Exercise aim
Scan the material that follows. Copy every line containing the word "number".

Excerpted records
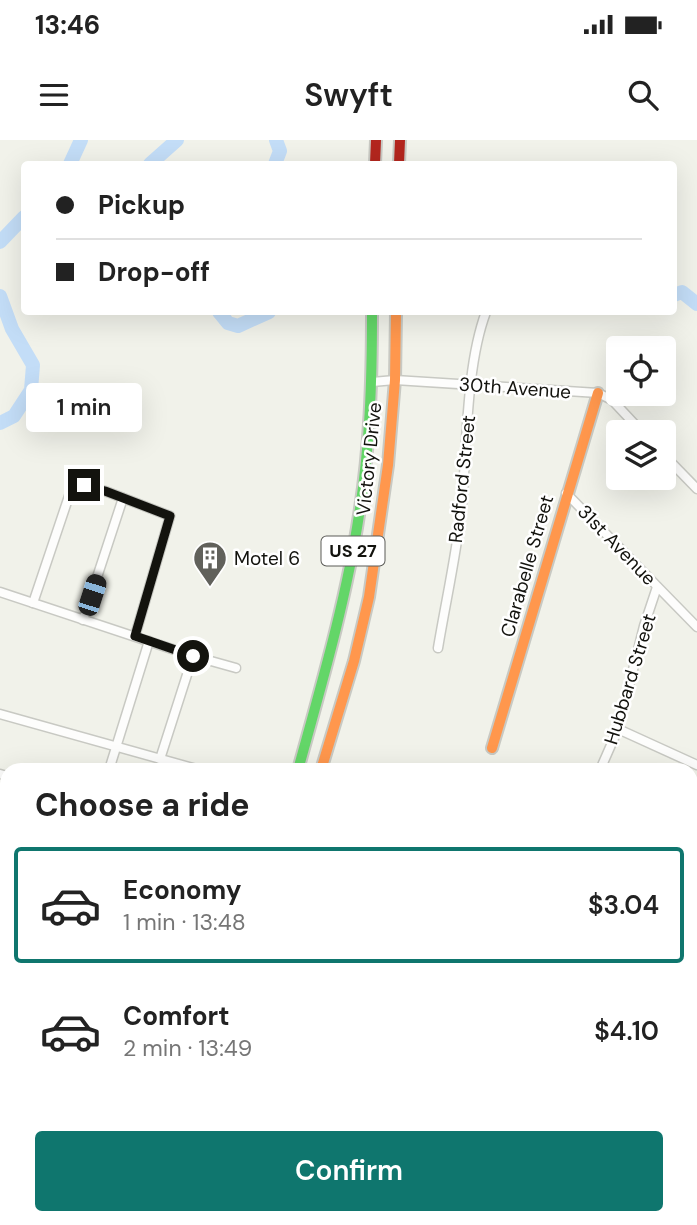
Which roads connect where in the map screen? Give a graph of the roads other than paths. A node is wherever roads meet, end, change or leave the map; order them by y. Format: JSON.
{"nodes":[{"id":1,"x":376,"y":140,"type":"edge"},
{"id":2,"x":400,"y":140,"type":"edge"},
{"id":3,"x":376,"y":161,"type":"edge"},
{"id":4,"x":400,"y":161,"type":"edge"},
{"id":5,"x":372,"y":315,"type":"edge"},
{"id":6,"x":396,"y":315,"type":"edge"},
{"id":7,"x":484,"y":315,"type":"edge"},
{"id":8,"x":395,"y":380,"type":"junction"},
{"id":9,"x":372,"y":382,"type":"junction"},
{"id":10,"x":472,"y":385,"type":"junction"},
{"id":11,"x":598,"y":393,"type":"junction"},
{"id":12,"x":631,"y":420,"type":"edge"},
{"id":13,"x":676,"y":467,"type":"edge"},
{"id":14,"x":697,"y":489,"type":"edge"},
{"id":15,"x":566,"y":493,"type":"junction"},
{"id":16,"x":123,"y":498,"type":"junction"},
{"id":17,"x":657,"y":587,"type":"junction"},
{"id":18,"x":0,"y":592,"type":"edge"},
{"id":19,"x":33,"y":603,"type":"junction"},
{"id":20,"x":83,"y":620,"type":"junction"},
{"id":21,"x":697,"y":627,"type":"edge"},
{"id":22,"x":135,"y":636,"type":"junction"},
{"id":23,"x":149,"y":641,"type":"junction"},
{"id":24,"x":438,"y":648,"type":"dead end"},
{"id":25,"x":193,"y":656,"type":"junction"},
{"id":26,"x":236,"y":667,"type":"dead end"},
{"id":27,"x":0,"y":714,"type":"edge"},
{"id":28,"x":618,"y":729,"type":"junction"},
{"id":29,"x":117,"y":746,"type":"junction"},
{"id":30,"x":492,"y":748,"type":"dead end"},
{"id":31,"x":160,"y":759,"type":"junction"},
{"id":32,"x":111,"y":763,"type":"edge"},
{"id":33,"x":175,"y":763,"type":"edge"},
{"id":34,"x":300,"y":763,"type":"edge"},
{"id":35,"x":323,"y":763,"type":"edge"},
{"id":36,"x":603,"y":763,"type":"edge"},
{"id":37,"x":693,"y":763,"type":"edge"}],
"edges":[{"from":1,"to":3,"type":"main road"},
{"from":2,"to":4,"type":"main road"},
{"from":5,"to":9,"type":"main road","name":"Victory Drive","number":"US 27"},
{"from":6,"to":8,"type":"main road","name":"Victory Drive","number":"US 27"},
{"from":7,"to":10,"type":"street","name":"Radford Street"},
{"from":8,"to":9,"type":"street","name":"30th Avenue"},
{"from":8,"to":10,"type":"street","name":"30th Avenue"},
{"from":8,"to":35,"type":"main road","name":"Victory Drive","number":"US 27"},
{"from":9,"to":34,"type":"main road","name":"Victory Drive","number":"US 27"},
{"from":10,"to":11,"type":"street","name":"30th Avenue"},
{"from":10,"to":24,"type":"street","name":"Radford Street"},
{"from":11,"to":12,"type":"street","name":"30th Avenue"},
{"from":11,"to":15,"type":"main road","name":"Clarabelle Street"},
{"from":13,"to":14,"type":"street"},
{"from":15,"to":17,"type":"street","name":"31st Avenue"},
{"from":15,"to":30,"type":"main road","name":"Clarabelle Street"},
{"from":16,"to":19,"type":"street"},
{"from":16,"to":20,"type":"street"},
{"from":16,"to":22,"type":"street"},
{"from":17,"to":21,"type":"street","name":"31st Avenue"},
{"from":17,"to":28,"type":"street","name":"Hubbard Street"},
{"from":18,"to":19,"type":"street"},
{"from":19,"to":20,"type":"street"},
{"from":20,"to":22,"type":"street"},
{"from":22,"to":23,"type":"street"},
{"from":23,"to":25,"type":"street"},
{"from":23,"to":29,"type":"street"},
{"from":25,"to":26,"type":"street"},
{"from":25,"to":31,"type":"street"},
{"from":27,"to":29,"type":"street"},
{"from":28,"to":36,"type":"street","name":"Hubbard Street"},
{"from":28,"to":37,"type":"street"},
{"from":29,"to":31,"type":"street"},
{"from":29,"to":32,"type":"street"},
{"from":31,"to":33,"type":"street"}]}
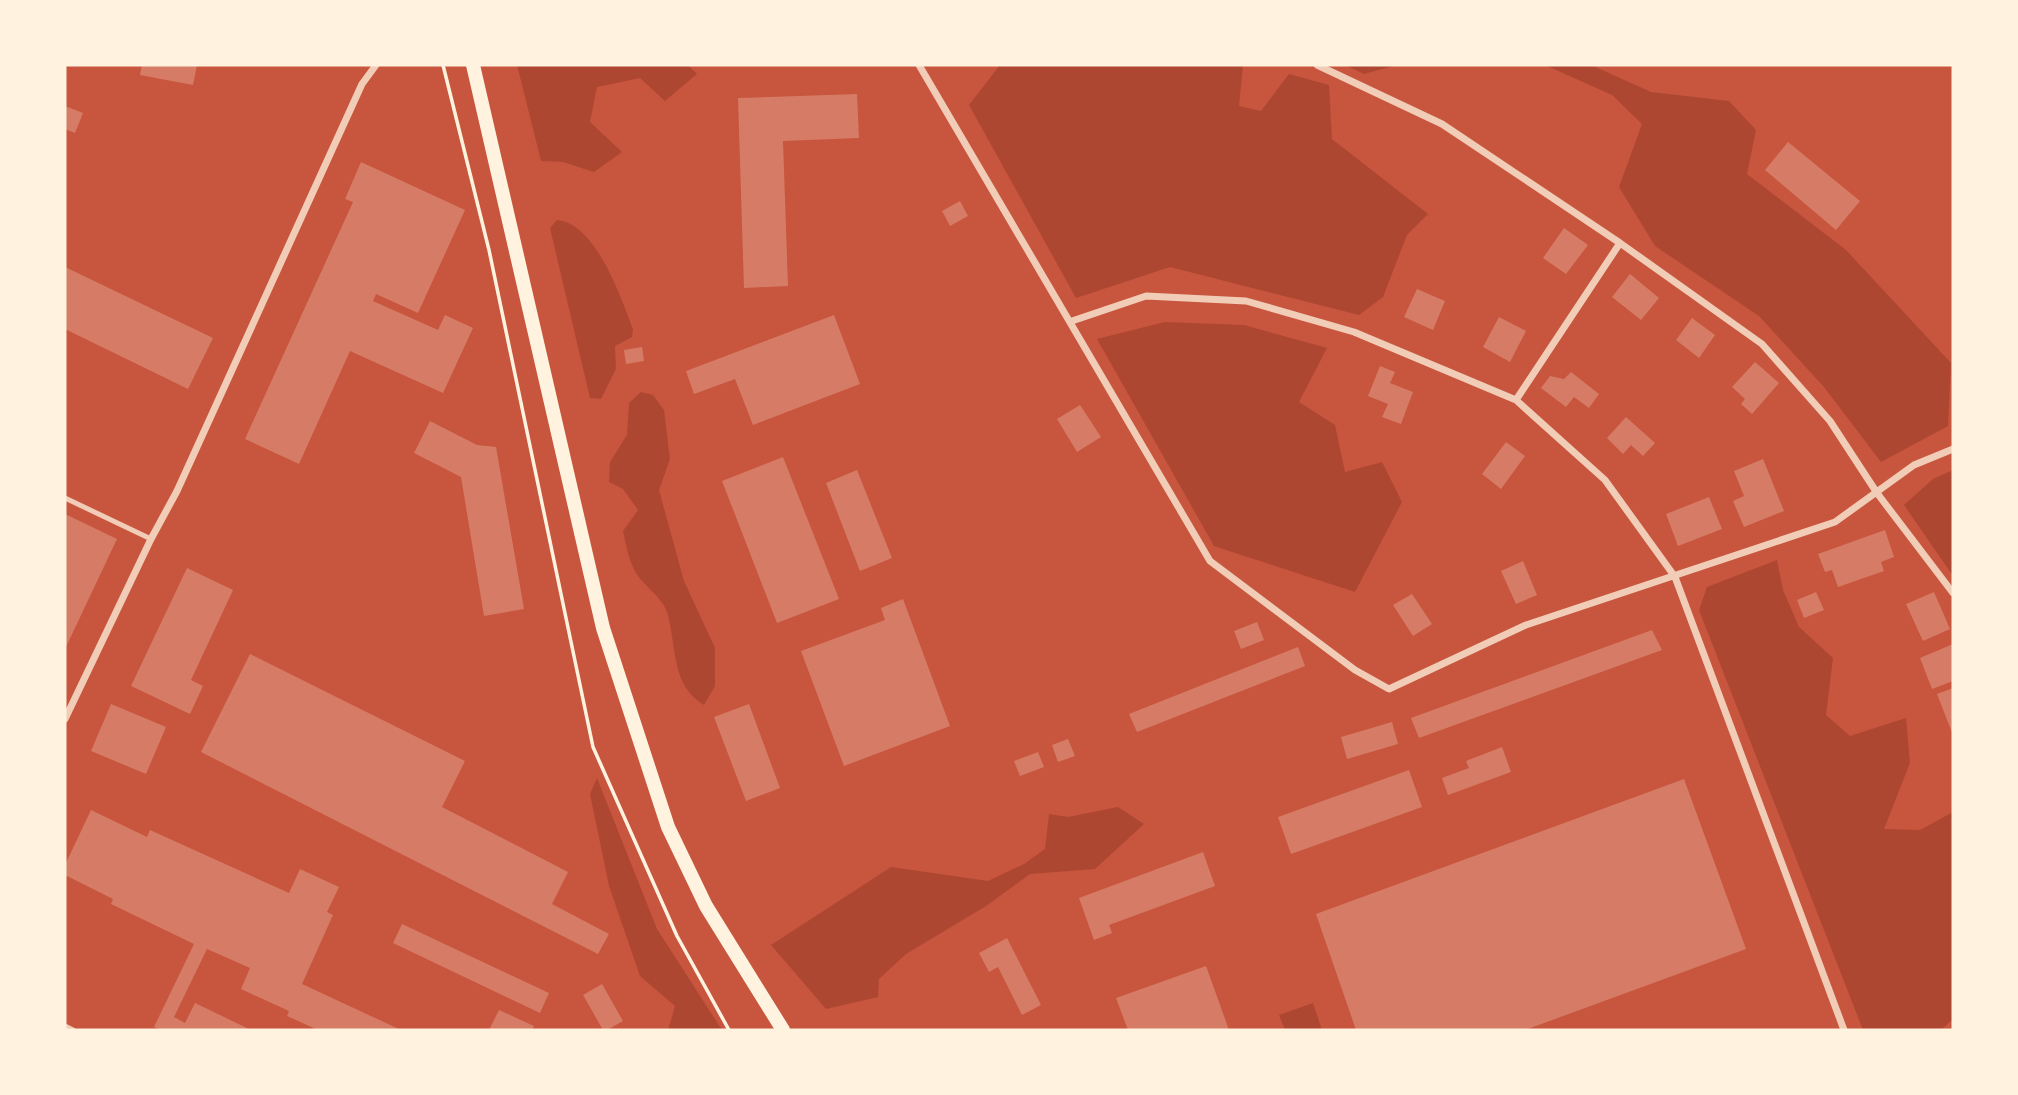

Response to the exercise
{"from":5,"to":9,"type":"main road","name":"Victory Drive","number":"US 27"},
{"from":6,"to":8,"type":"main road","name":"Victory Drive","number":"US 27"},
{"from":8,"to":35,"type":"main road","name":"Victory Drive","number":"US 27"},
{"from":9,"to":34,"type":"main road","name":"Victory Drive","number":"US 27"},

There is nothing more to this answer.